* **Task description**
When you transcribe the lines below, keep every word the same and leave the pictures behind.

· · ·

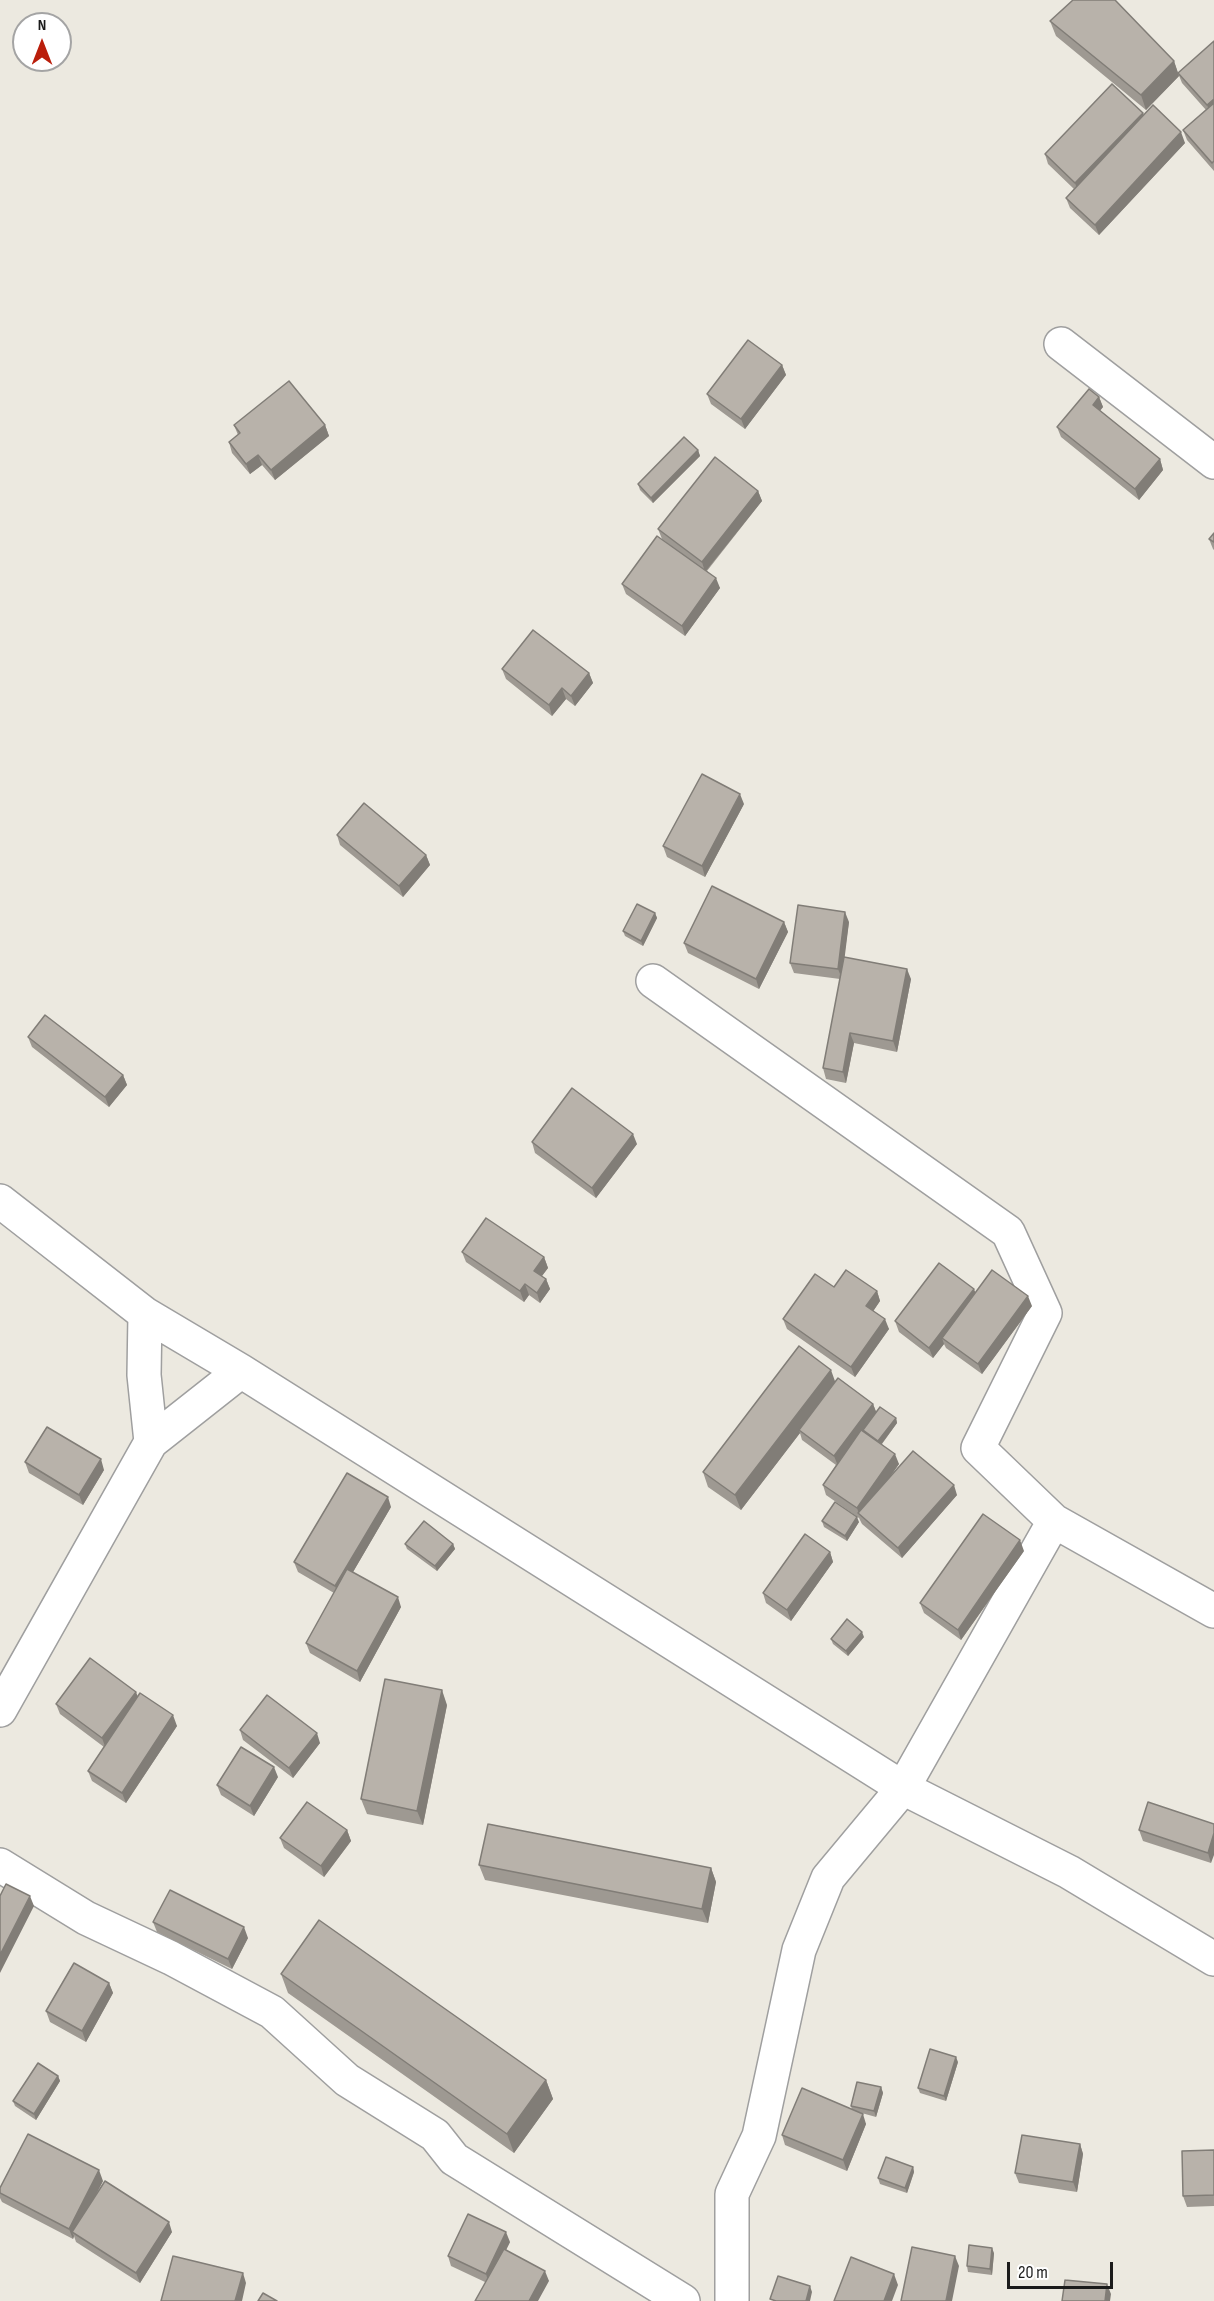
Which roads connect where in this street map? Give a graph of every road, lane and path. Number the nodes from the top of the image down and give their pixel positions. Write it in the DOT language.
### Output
graph roads {
  1 [pos="1061,344"];
  2 [pos="1214,462"];
  3 [pos="653,981"];
  4 [pos="0,1201"];
  5 [pos="146,1314"];
  6 [pos="241,1371"];
  7 [pos="151,1442"];
  8 [pos="1054,1521"];
  9 [pos="1214,1611"];
  10 [pos="0,1710"];
  11 [pos="903,1788"];
  12 [pos="0,1865"];
  13 [pos="1214,1959"];
  14 [pos="683,2301"];
  15 [pos="732,2301"];
  1 -- 2 [label="street"];
  3 -- 8 [label="street"];
  4 -- 5 [label="street"];
  5 -- 6 [label="street"];
  5 -- 7 [label="street"];
  6 -- 7 [label="street"];
  6 -- 11 [label="street"];
  7 -- 10 [label="street"];
  8 -- 9 [label="street"];
  8 -- 11 [label="street"];
  11 -- 13 [label="street"];
  11 -- 15 [label="street"];
  12 -- 14 [label="street"];
}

· · ·

* **Output**
Which roads connect where in this street map? Give a graph of every road, lane and path. Number the nodes from the top of the image down and give their pixel positions. Write it in the DOT language.
### Output
graph roads {
  1 [pos="1061,344"];
  2 [pos="1214,462"];
  3 [pos="653,981"];
  4 [pos="0,1201"];
  5 [pos="146,1314"];
  6 [pos="241,1371"];
  7 [pos="151,1442"];
  8 [pos="1054,1521"];
  9 [pos="1214,1611"];
  10 [pos="0,1710"];
  11 [pos="903,1788"];
  12 [pos="0,1865"];
  13 [pos="1214,1959"];
  14 [pos="683,2301"];
  15 [pos="732,2301"];
  1 -- 2 [label="street"];
  3 -- 8 [label="street"];
  4 -- 5 [label="street"];
  5 -- 6 [label="street"];
  5 -- 7 [label="street"];
  6 -- 7 [label="street"];
  6 -- 11 [label="street"];
  7 -- 10 [label="street"];
  8 -- 9 [label="street"];
  8 -- 11 [label="street"];
  11 -- 13 [label="street"];
  11 -- 15 [label="street"];
  12 -- 14 [label="street"];
}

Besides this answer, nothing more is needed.